Heroes of the Fiery Cross is a book in praise of the Ku Klux Klan, published in 1928 by Protestant Bishop Alma Bridwell White, in which she "sounds the alarm about imagined threats to Protestant Americans from Catholics and Jews", according to author Peter Knight. In the book she asks rhetorically, "Who are the enemies of the Klan? They are the bootleggers, law-breakers, corrupt politicians, weak-kneed Protestant church members, white slavers, toe-kissers, wafer-worshippers, and every spineless character who takes the path of least resistance." She also argues that Catholics are removing the Bible from public schools. Another topic is her anti-Catholic stance towards the United States presidential election of 1928, in which Catholic Al Smith was running for president.

History
White was the author of more than 35 books published by the Pillar of Fire Church. In her writings and sermons her political views consisted of a mixture of women's equality, anti-catholicism, antisemitism, racism, nativism and white supremacy.  The book is a compendium of essays written by White and of illustrations by Reverend Branford Clarke that were originally published in the pro-Ku Klux Klan political periodical The Good Citizen, one of the numerous periodicals published by the Pillar of Fire Church at their communal headquarters in Zarephath, New Jersey.

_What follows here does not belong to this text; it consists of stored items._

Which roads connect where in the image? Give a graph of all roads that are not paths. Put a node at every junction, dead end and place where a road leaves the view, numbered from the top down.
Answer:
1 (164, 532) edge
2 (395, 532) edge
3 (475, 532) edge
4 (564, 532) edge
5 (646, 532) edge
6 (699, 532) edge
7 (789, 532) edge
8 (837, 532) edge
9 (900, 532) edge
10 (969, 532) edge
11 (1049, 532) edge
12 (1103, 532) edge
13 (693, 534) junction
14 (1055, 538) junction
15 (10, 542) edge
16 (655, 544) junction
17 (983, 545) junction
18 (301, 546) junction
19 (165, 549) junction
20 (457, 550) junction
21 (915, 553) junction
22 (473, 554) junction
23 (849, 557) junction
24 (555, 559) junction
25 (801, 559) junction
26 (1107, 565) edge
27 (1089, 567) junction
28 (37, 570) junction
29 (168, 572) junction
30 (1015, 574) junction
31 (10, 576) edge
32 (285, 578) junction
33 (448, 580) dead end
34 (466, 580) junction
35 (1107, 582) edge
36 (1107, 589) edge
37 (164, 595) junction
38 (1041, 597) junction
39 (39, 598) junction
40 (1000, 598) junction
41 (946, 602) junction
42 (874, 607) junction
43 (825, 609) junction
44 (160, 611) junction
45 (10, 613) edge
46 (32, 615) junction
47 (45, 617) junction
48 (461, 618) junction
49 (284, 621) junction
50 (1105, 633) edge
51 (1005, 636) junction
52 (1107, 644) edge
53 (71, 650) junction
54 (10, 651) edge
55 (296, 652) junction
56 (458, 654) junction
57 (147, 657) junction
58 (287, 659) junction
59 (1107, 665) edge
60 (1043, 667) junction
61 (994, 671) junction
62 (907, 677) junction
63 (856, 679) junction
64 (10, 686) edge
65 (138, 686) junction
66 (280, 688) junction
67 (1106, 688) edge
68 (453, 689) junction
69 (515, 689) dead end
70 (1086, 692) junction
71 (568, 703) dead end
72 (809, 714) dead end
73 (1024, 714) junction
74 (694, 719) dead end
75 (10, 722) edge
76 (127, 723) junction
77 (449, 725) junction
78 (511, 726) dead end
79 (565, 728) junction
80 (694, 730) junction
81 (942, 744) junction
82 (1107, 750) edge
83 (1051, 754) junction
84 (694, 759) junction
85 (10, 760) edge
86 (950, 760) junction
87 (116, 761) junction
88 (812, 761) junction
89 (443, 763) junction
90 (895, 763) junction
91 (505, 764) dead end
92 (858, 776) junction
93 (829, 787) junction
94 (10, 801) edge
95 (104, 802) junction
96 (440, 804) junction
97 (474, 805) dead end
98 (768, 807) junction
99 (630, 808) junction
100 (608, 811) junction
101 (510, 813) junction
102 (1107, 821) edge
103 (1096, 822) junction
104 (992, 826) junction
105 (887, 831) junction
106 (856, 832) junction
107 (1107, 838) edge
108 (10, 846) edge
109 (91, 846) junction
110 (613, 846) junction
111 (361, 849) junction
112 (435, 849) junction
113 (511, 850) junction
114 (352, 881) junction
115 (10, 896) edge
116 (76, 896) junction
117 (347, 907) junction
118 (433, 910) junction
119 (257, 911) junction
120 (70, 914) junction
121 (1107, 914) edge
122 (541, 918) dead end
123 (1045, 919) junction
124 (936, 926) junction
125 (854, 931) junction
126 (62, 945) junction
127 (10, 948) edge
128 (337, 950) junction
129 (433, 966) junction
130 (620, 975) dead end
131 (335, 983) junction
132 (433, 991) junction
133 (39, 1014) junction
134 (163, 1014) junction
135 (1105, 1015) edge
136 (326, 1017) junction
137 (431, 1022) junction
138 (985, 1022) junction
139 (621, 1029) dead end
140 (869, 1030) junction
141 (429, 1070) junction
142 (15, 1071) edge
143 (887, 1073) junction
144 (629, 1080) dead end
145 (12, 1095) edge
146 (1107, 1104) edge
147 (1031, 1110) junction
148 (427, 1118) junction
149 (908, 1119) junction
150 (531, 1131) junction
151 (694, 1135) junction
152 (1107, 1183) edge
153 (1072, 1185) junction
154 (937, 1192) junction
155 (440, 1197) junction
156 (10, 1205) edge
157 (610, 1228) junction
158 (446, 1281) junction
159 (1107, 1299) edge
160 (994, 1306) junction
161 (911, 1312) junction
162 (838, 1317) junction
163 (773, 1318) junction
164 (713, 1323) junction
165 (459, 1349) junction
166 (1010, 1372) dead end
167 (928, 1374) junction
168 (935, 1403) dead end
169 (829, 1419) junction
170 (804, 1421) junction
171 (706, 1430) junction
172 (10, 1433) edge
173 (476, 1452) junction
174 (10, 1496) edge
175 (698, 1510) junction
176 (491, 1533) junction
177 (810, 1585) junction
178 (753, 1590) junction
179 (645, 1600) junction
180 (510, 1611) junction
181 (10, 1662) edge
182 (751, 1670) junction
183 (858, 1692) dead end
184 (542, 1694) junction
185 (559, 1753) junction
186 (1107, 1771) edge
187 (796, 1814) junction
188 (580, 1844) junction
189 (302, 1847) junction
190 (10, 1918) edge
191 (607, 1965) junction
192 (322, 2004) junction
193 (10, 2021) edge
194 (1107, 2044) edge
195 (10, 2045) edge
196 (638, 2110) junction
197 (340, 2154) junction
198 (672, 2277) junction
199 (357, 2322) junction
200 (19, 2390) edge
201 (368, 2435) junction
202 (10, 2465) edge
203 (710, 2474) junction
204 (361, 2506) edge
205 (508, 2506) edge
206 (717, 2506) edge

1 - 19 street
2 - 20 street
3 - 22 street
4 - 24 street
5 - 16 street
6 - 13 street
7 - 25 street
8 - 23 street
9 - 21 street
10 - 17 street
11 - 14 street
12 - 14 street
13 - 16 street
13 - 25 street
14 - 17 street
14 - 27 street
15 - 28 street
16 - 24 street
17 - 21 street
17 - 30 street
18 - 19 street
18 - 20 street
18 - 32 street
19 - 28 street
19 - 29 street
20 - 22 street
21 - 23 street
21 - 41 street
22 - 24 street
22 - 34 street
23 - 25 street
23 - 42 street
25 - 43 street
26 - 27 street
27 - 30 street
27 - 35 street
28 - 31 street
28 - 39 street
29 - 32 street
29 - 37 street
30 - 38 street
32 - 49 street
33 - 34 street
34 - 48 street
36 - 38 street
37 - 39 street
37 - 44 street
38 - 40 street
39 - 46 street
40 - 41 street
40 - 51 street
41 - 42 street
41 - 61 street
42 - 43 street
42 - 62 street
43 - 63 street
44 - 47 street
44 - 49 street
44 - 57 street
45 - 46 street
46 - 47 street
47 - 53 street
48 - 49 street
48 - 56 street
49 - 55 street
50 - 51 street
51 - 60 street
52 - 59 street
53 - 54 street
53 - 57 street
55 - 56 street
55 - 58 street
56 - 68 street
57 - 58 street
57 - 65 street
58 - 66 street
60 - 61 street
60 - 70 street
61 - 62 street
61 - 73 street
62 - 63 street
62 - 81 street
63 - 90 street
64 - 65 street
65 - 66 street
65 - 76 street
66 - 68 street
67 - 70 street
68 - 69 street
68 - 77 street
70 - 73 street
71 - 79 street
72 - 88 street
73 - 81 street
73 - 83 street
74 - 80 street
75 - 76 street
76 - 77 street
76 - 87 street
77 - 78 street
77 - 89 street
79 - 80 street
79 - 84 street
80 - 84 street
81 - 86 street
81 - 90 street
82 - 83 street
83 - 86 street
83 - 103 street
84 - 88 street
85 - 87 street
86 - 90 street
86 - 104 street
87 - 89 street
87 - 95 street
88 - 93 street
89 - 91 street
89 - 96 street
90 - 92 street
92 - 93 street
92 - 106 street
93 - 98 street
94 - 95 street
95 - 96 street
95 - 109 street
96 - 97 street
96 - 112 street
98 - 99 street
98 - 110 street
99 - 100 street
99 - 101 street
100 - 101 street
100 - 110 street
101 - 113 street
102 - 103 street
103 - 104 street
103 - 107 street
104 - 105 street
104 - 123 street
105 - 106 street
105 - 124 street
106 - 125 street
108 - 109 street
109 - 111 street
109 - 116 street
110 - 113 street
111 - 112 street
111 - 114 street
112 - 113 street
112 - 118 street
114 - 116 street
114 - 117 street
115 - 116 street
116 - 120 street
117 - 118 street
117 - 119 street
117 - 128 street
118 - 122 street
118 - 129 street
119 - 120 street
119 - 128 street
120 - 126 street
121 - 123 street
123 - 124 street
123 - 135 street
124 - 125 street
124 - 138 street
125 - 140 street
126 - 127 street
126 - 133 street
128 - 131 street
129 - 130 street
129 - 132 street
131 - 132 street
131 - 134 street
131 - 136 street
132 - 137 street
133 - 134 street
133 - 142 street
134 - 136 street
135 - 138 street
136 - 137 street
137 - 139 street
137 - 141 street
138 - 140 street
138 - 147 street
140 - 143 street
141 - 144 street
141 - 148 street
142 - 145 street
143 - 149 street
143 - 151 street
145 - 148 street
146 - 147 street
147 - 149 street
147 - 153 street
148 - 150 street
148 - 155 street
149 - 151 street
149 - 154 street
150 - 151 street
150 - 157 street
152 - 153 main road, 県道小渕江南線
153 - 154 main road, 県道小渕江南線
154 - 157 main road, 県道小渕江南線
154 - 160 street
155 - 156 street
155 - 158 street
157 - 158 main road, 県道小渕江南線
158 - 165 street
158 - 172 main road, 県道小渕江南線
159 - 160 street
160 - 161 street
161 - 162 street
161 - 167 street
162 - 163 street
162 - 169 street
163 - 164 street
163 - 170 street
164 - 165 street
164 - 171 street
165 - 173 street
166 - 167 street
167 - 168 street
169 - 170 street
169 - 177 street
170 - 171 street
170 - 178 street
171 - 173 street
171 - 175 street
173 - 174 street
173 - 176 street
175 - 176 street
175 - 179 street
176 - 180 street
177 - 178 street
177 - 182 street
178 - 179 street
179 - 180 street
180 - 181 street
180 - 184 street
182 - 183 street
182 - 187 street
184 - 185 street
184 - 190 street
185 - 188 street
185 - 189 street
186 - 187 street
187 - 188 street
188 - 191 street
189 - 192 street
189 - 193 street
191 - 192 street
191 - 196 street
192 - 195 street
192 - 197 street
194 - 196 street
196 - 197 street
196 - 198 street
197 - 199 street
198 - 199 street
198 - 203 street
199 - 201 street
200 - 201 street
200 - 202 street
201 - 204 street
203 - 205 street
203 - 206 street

The book contains an introductory letter of commendation from Hiram Wesley Evans, the then Imperial Wizard of the Ku Klux Klan. Heroes is the final work in a series of three books White published to promote the Klan. The other books were The Ku Klux Klan in Prophecy in 1925, and Klansmen: Guardians of Liberty, in 1926. White republished her Klan books as a three-volume set in 1943, three years before her death and 21 years after her initial association with the Klan, under the title Guardians of Liberty.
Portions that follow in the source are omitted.